(Material to process)

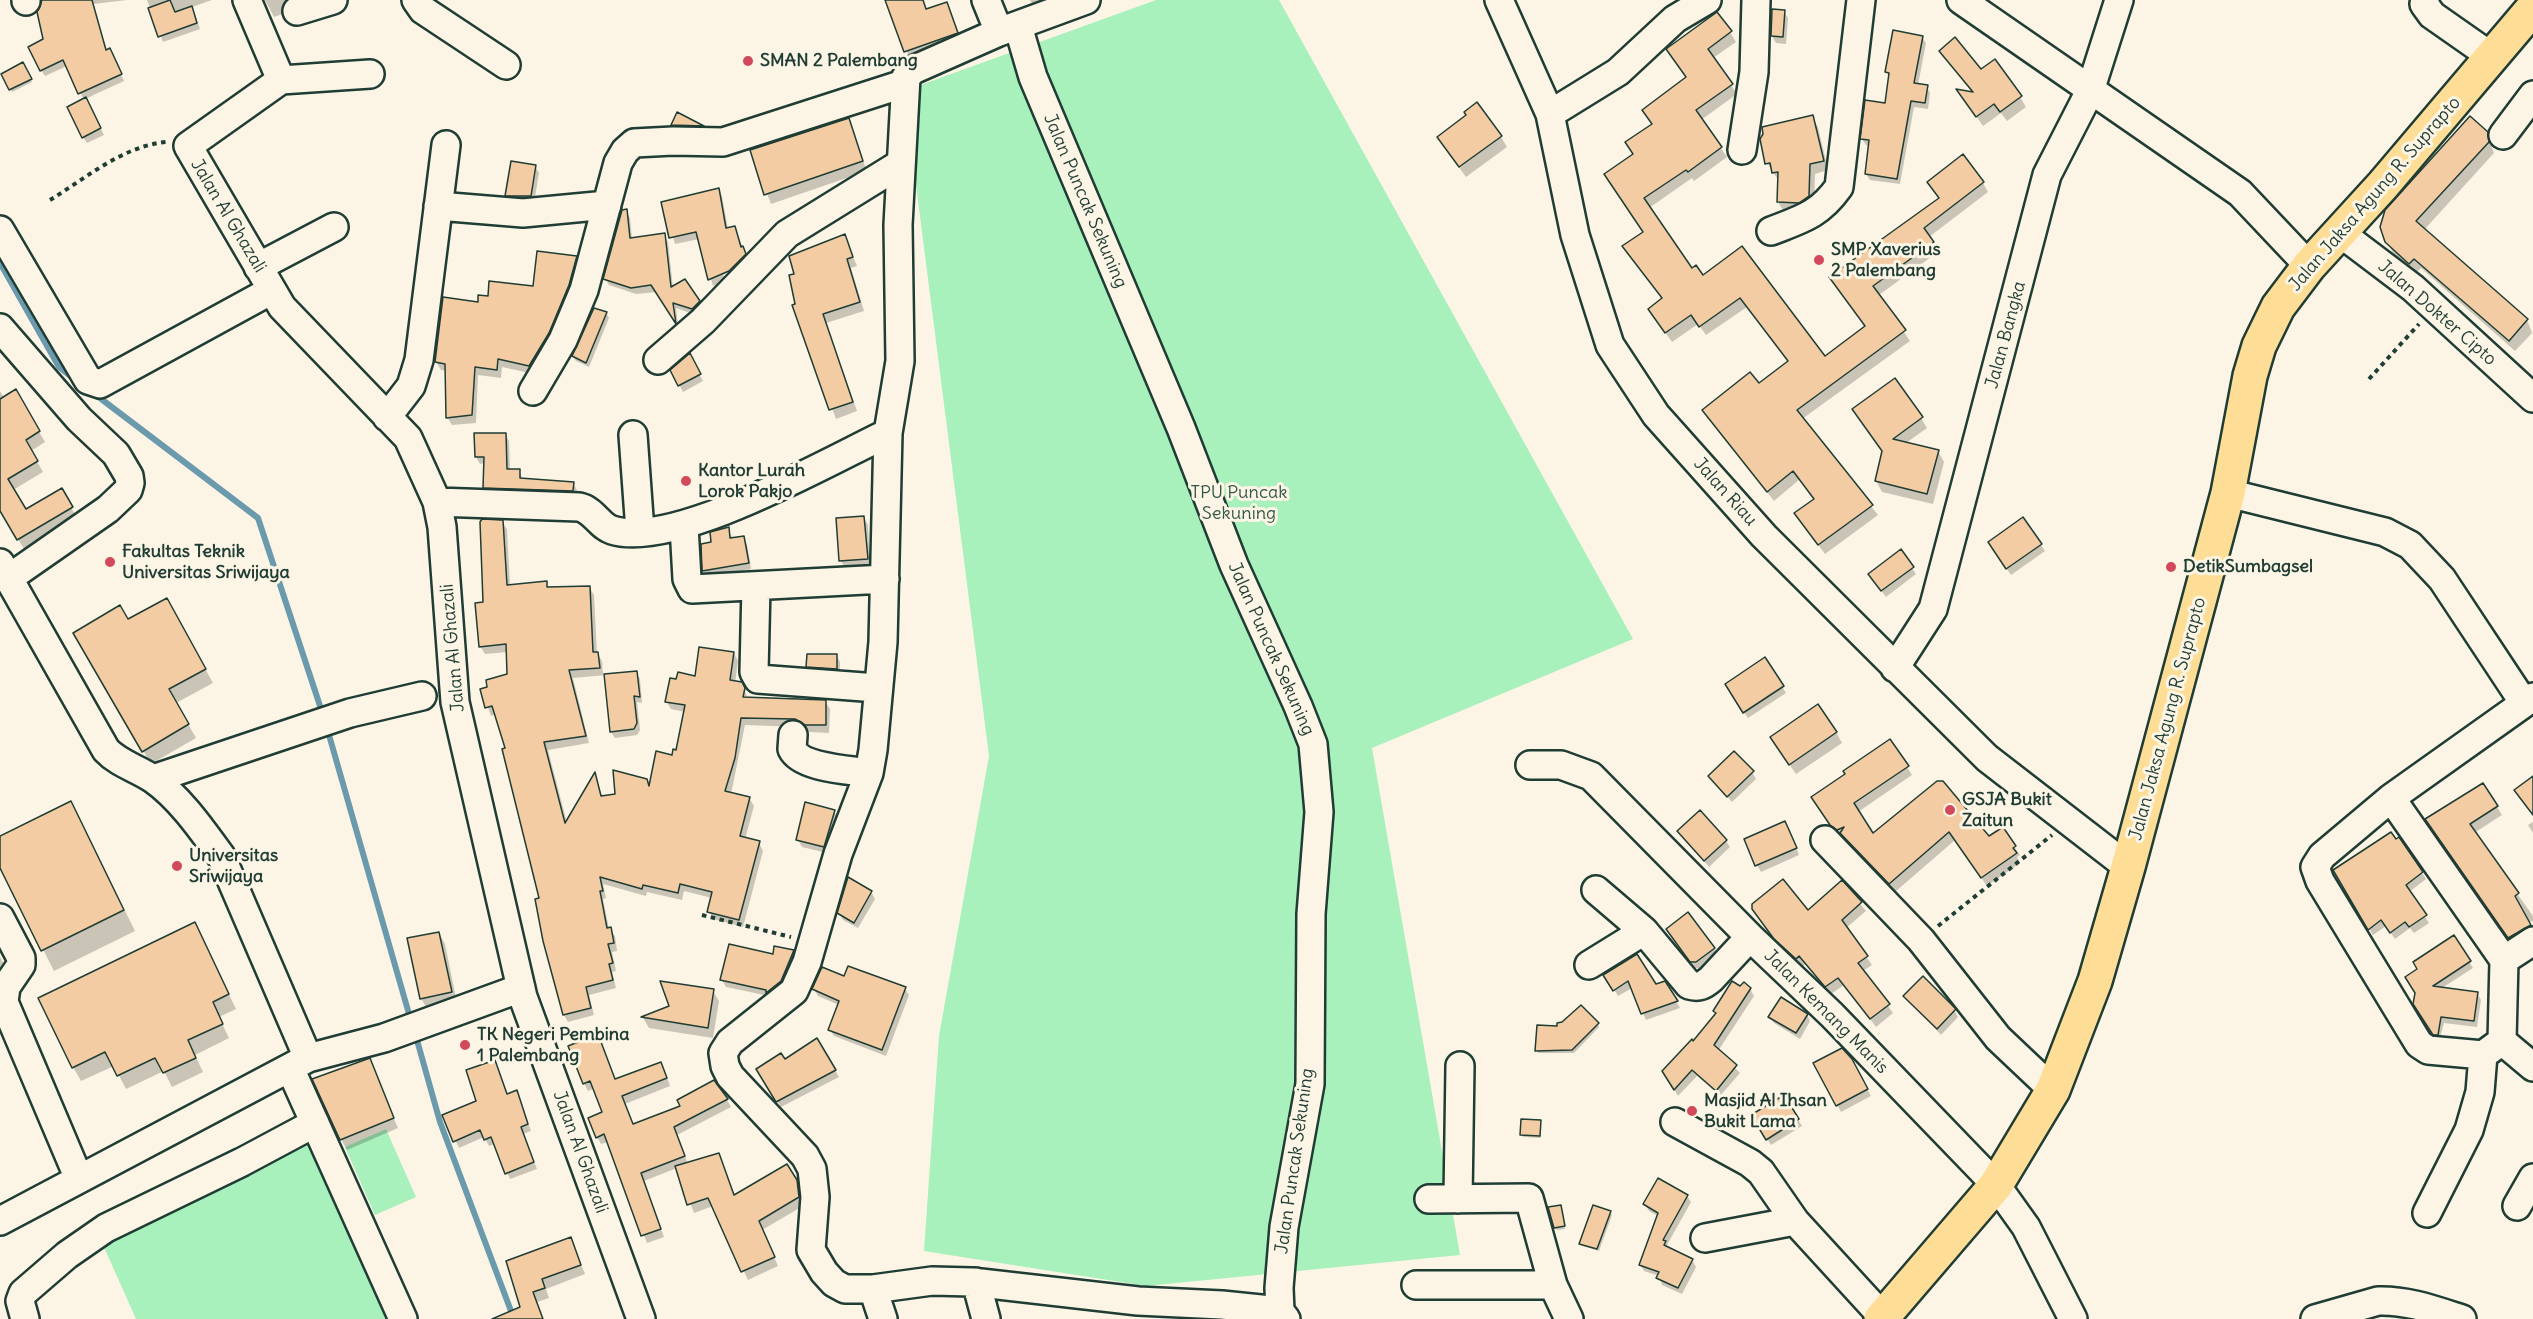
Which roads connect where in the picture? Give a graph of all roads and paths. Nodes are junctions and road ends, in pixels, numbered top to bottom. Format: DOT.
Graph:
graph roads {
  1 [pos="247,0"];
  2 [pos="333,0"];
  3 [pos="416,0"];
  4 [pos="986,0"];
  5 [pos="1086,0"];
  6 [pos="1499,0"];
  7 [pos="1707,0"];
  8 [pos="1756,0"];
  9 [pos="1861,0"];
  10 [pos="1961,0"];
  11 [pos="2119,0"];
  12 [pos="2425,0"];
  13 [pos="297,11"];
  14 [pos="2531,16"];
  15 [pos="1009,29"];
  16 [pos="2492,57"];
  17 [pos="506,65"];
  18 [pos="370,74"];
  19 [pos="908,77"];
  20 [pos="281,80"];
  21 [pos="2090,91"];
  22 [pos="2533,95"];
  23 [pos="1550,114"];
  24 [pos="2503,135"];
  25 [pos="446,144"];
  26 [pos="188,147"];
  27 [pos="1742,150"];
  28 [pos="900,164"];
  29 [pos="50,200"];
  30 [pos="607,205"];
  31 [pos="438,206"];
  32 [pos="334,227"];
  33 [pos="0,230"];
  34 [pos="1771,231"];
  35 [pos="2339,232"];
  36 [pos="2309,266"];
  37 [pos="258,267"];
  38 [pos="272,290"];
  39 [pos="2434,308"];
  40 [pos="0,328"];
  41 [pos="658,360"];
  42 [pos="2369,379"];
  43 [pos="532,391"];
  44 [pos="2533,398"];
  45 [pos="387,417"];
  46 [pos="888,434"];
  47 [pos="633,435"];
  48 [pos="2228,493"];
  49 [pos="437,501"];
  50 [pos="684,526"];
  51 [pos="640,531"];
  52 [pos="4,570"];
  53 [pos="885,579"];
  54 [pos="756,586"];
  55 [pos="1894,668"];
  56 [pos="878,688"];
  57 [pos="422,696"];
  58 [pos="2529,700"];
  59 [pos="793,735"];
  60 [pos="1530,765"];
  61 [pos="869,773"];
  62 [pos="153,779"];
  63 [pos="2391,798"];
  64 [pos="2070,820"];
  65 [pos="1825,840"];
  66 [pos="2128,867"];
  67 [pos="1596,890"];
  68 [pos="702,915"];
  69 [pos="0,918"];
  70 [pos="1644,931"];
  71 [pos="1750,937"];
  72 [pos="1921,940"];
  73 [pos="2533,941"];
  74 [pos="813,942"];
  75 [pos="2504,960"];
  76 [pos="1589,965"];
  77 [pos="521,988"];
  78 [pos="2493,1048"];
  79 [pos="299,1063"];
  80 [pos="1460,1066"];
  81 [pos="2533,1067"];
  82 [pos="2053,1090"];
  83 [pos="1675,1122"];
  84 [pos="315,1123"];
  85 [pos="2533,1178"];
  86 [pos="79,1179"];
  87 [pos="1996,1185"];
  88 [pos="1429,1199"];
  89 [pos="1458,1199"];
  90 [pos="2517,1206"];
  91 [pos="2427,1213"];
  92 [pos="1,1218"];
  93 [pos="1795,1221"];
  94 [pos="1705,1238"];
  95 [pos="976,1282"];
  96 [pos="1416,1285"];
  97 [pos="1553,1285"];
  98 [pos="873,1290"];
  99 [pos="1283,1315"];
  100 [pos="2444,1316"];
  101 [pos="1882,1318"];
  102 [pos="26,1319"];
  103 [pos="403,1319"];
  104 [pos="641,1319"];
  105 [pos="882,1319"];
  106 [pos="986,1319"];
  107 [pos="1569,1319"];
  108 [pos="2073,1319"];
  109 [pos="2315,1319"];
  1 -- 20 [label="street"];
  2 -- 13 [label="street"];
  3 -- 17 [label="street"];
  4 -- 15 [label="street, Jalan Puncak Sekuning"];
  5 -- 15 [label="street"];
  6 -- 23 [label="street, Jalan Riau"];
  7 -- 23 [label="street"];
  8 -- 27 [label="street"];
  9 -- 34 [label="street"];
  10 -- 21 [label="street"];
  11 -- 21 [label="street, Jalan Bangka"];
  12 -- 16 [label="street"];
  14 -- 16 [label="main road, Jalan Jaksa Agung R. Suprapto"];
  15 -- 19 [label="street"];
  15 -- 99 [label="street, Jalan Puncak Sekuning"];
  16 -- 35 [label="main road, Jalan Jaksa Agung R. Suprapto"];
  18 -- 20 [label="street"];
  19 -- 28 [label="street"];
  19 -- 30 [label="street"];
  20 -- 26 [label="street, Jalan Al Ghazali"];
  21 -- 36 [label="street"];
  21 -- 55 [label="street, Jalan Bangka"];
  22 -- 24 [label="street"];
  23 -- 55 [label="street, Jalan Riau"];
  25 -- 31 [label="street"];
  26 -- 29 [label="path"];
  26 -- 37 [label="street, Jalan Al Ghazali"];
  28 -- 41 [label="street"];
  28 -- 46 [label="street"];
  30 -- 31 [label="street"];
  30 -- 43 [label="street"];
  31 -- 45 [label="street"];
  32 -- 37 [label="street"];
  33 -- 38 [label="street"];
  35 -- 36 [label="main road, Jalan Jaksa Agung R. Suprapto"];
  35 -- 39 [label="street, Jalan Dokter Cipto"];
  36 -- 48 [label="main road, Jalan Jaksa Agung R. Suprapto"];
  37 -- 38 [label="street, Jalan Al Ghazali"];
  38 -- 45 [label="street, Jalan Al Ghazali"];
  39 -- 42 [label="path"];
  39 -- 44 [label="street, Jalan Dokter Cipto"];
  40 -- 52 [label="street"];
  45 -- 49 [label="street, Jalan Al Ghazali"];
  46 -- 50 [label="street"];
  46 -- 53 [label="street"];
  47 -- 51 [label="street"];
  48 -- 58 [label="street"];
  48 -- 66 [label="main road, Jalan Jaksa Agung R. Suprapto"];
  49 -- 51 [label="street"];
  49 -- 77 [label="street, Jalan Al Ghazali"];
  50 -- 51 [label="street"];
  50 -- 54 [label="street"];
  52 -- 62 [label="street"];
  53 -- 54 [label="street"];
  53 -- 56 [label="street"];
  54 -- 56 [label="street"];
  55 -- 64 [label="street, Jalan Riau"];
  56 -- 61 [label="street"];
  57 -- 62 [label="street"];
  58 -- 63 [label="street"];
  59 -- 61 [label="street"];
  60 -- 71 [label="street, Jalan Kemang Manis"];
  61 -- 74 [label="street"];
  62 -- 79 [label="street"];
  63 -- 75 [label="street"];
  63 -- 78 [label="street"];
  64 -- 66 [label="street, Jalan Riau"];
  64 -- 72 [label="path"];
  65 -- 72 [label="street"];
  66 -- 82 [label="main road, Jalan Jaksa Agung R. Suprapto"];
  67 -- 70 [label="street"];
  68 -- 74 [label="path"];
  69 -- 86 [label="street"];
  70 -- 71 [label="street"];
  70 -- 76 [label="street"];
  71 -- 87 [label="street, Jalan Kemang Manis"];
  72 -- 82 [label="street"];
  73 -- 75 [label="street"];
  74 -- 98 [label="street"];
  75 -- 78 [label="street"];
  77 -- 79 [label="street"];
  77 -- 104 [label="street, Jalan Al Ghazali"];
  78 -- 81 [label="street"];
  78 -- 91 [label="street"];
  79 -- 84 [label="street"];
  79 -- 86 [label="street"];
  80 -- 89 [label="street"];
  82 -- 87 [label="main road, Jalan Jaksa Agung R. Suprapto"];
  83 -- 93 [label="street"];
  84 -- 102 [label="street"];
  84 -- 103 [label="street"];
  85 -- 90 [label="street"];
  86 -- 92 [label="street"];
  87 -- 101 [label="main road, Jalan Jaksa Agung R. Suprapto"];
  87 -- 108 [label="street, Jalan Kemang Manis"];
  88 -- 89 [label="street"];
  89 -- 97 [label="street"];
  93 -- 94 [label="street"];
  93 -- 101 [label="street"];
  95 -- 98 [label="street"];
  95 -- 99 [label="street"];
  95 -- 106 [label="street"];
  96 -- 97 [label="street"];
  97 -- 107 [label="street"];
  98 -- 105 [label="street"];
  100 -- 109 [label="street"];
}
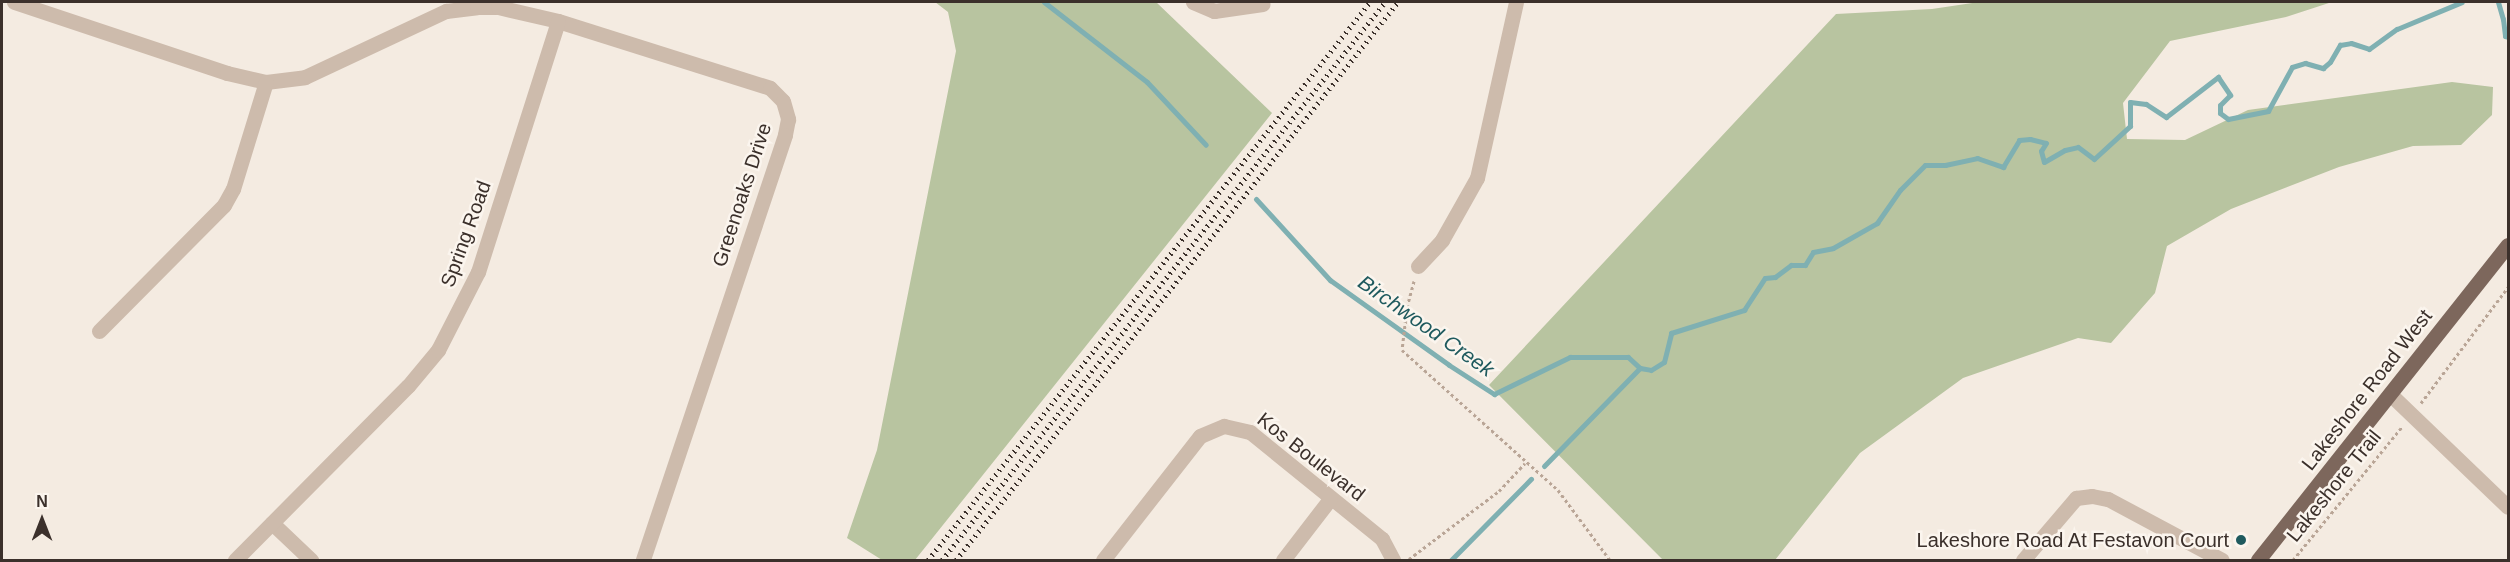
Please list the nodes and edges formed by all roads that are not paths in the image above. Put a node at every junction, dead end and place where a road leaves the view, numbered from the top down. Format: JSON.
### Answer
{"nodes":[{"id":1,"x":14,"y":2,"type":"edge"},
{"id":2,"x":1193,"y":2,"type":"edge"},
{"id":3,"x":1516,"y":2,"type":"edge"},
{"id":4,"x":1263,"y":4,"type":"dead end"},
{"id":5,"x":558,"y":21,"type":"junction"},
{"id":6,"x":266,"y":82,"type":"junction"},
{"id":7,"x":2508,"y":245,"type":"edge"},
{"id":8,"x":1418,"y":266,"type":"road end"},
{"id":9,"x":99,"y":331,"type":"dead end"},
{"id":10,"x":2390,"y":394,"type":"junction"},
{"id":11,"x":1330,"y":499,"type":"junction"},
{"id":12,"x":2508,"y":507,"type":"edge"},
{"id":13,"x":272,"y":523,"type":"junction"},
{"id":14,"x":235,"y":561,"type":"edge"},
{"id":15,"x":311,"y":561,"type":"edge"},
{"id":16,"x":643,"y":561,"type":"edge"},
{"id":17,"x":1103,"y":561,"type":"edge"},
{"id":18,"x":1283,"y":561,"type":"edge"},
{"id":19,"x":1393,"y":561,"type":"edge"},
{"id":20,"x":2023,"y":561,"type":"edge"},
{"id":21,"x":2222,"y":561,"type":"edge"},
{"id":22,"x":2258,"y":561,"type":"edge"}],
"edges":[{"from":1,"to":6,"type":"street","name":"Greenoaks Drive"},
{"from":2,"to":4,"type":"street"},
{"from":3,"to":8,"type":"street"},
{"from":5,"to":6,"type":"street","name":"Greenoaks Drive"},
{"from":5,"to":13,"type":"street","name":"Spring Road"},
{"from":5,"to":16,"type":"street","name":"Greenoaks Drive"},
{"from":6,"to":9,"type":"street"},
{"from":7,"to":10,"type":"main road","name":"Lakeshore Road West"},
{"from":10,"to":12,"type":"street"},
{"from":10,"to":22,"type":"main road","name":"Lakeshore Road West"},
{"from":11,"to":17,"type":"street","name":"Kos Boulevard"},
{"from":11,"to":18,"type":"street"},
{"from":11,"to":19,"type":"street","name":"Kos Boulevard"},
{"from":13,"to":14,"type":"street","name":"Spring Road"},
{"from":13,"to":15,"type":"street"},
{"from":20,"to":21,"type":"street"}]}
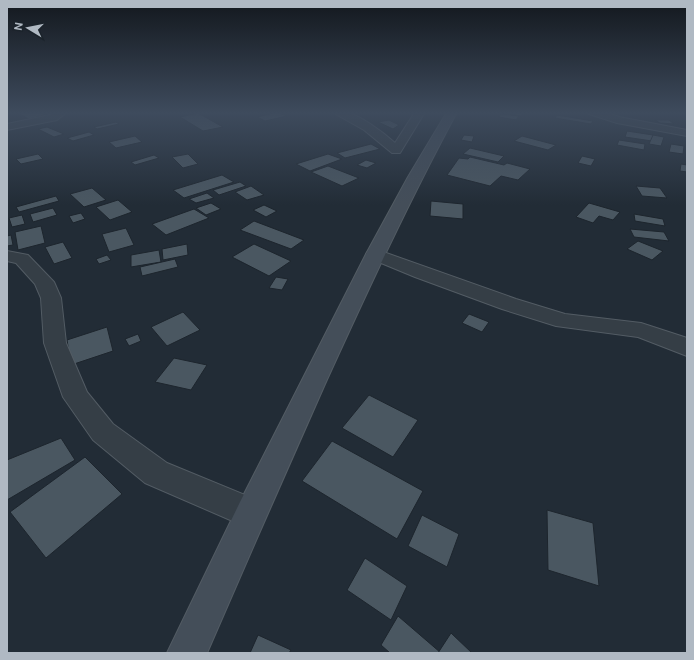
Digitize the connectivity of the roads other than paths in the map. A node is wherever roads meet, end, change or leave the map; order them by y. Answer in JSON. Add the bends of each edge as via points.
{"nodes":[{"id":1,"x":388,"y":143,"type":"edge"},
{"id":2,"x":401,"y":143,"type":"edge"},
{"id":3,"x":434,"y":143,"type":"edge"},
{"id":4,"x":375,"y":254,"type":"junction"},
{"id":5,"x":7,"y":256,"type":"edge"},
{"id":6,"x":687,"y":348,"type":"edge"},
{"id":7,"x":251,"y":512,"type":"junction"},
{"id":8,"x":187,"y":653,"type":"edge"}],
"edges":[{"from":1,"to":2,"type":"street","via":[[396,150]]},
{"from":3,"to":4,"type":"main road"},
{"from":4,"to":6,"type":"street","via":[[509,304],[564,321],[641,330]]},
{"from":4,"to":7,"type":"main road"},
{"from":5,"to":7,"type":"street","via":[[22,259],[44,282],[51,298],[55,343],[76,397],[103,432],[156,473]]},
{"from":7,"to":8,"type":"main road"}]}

(End Material to process)

__Problem requirements__
Filter the records above down to the lines containing "Spring".

__Expected answer__
{"from":5,"to":13,"type":"street","name":"Spring Road"},
{"from":13,"to":14,"type":"street","name":"Spring Road"},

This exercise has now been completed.